(TASK STATEMENT):
For this exercise, restate every line below word for word and drop the images.

##### DATA TO PROCESS

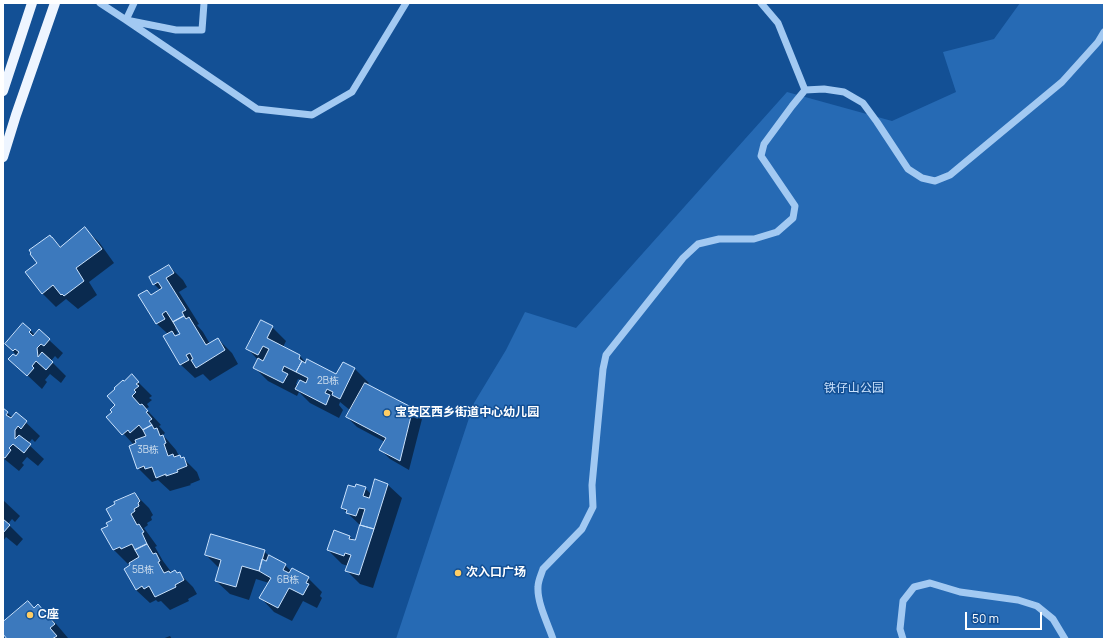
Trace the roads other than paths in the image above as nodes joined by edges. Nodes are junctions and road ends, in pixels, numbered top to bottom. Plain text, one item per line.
1 (32, 3) edge
2 (55, 3) edge
3 (100, 3) edge
4 (134, 3) edge
5 (204, 3) edge
6 (406, 3) edge
7 (761, 3) edge
8 (126, 20) junction
9 (1104, 32) edge
10 (805, 90) junction
11 (3, 91) edge
12 (3, 157) edge
13 (553, 639) edge
14 (903, 639) edge
15 (1065, 639) edge

1 - 11 main road
2 - 12 main road
3 - 8 street
4 - 8 street
5 - 8 street
6 - 8 street
7 - 10 street
9 - 10 street
10 - 13 street
14 - 15 street

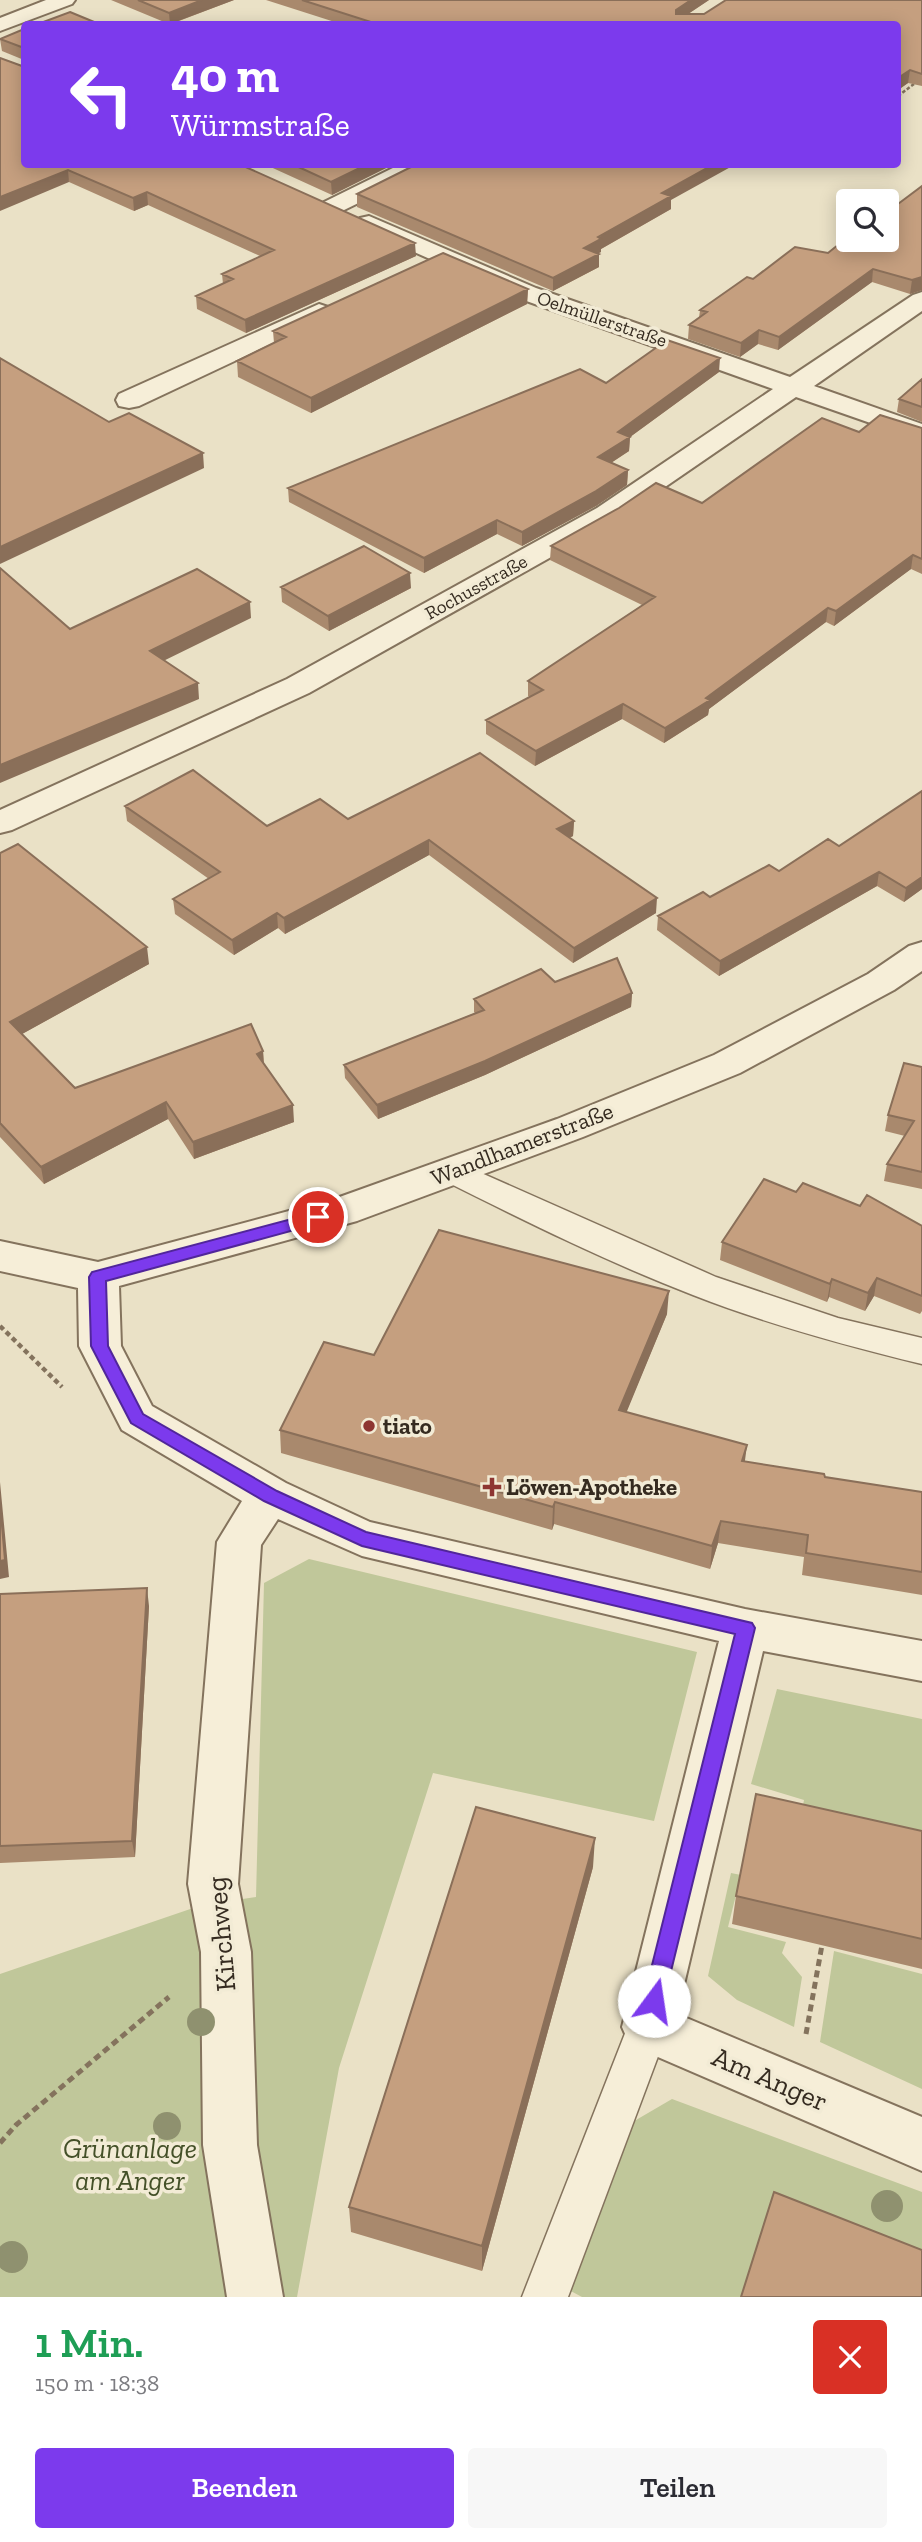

##########

(THE ANSWER):
Trace the roads other than paths in the image above as nodes joined by edges. Nodes are junctions and road ends, in pixels, numbered top to bottom. Plain text, one item per line.
1 (32, 3) edge
2 (55, 3) edge
3 (100, 3) edge
4 (134, 3) edge
5 (204, 3) edge
6 (406, 3) edge
7 (761, 3) edge
8 (126, 20) junction
9 (1104, 32) edge
10 (805, 90) junction
11 (3, 91) edge
12 (3, 157) edge
13 (553, 639) edge
14 (903, 639) edge
15 (1065, 639) edge

1 - 11 main road
2 - 12 main road
3 - 8 street
4 - 8 street
5 - 8 street
6 - 8 street
7 - 10 street
9 - 10 street
10 - 13 street
14 - 15 street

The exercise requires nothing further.